What the exercise asks
Scan the entries below for the word "index" and copy every line where it turns up.

Provided data
((
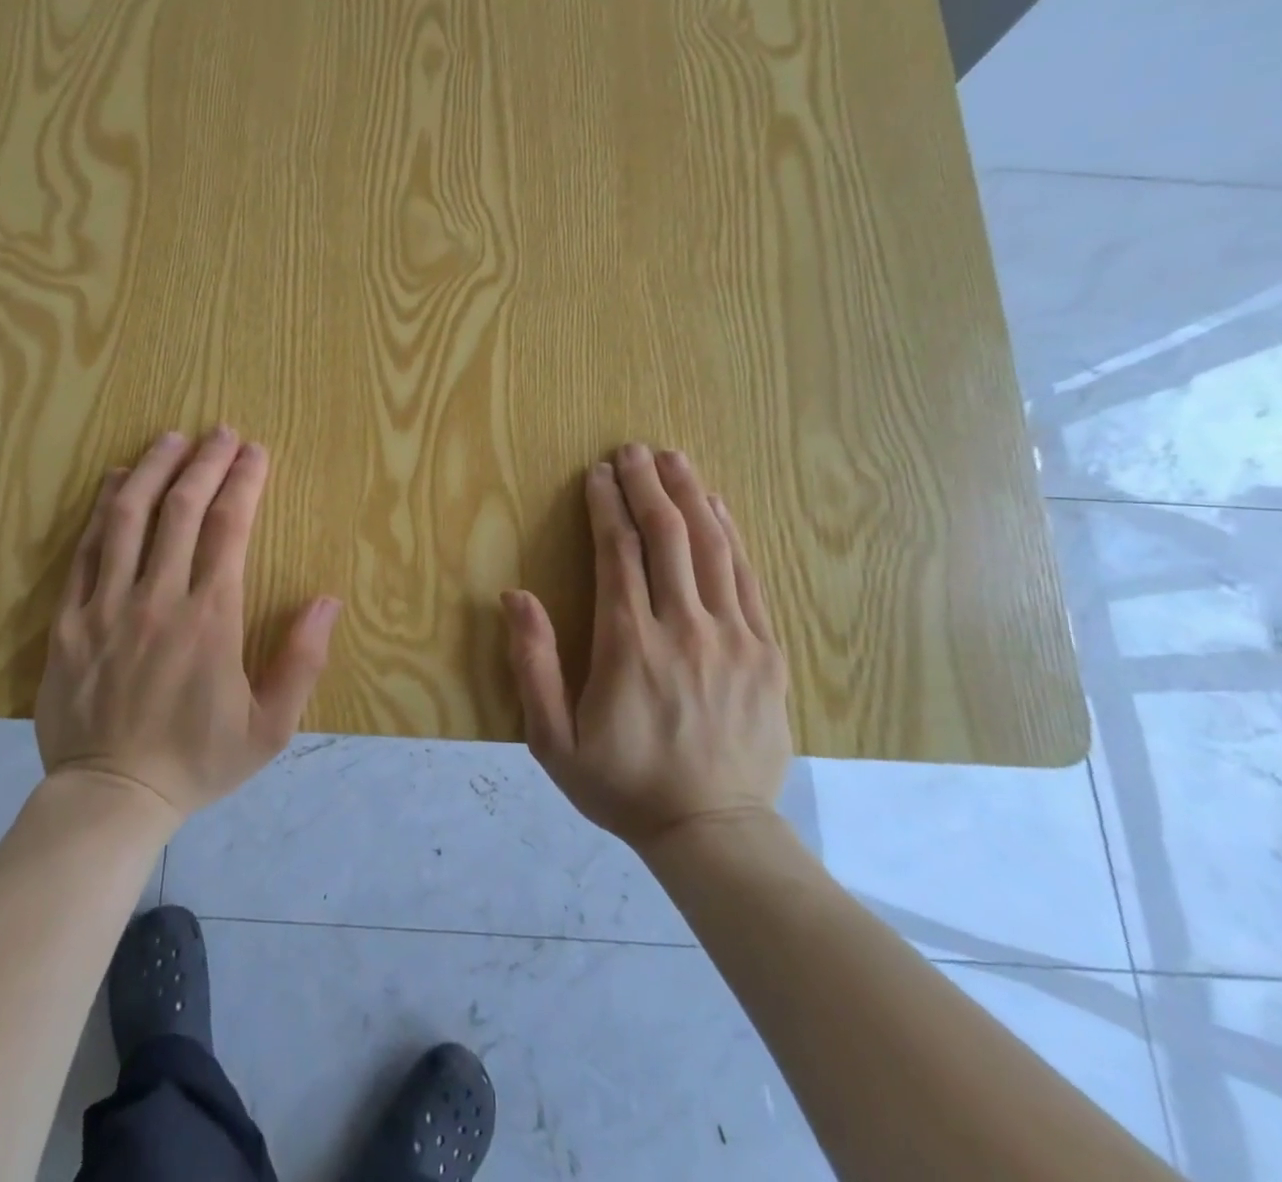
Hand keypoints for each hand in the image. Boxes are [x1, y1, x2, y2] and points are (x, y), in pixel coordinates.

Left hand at [35, 427, 341, 824]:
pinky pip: (84, 550)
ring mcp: (108, 605)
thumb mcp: (270, 727)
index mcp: (211, 618)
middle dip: (205, 462)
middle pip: (182, 509)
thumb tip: (328, 600)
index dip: (243, 481)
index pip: (230, 528)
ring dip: (153, 470)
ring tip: (170, 438)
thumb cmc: (198, 761)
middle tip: (219, 431)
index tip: (254, 451)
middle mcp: (159, 598)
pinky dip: (102, 509)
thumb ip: (302, 661)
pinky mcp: (70, 619)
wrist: (111, 799)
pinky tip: (116, 481)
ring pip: (128, 517)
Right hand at [502, 443, 791, 849]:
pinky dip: (732, 535)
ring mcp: (734, 637)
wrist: (714, 832)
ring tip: (674, 460)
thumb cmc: (622, 783)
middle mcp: (684, 628)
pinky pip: (749, 578)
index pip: (619, 552)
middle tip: (633, 449)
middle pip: (668, 536)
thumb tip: (514, 595)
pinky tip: (719, 508)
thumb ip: (532, 663)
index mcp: (629, 643)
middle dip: (646, 485)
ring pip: (713, 547)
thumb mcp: (552, 738)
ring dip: (691, 496)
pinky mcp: (767, 652)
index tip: (598, 472)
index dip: (607, 505)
))
Reply to the task
index mcp: (211, 618)
index dip: (243, 481)
index pip: (230, 528)
index tip: (254, 451)
index pip: (619, 552)
index mcp: (629, 643)
index tip: (598, 472)
index dip: (607, 505)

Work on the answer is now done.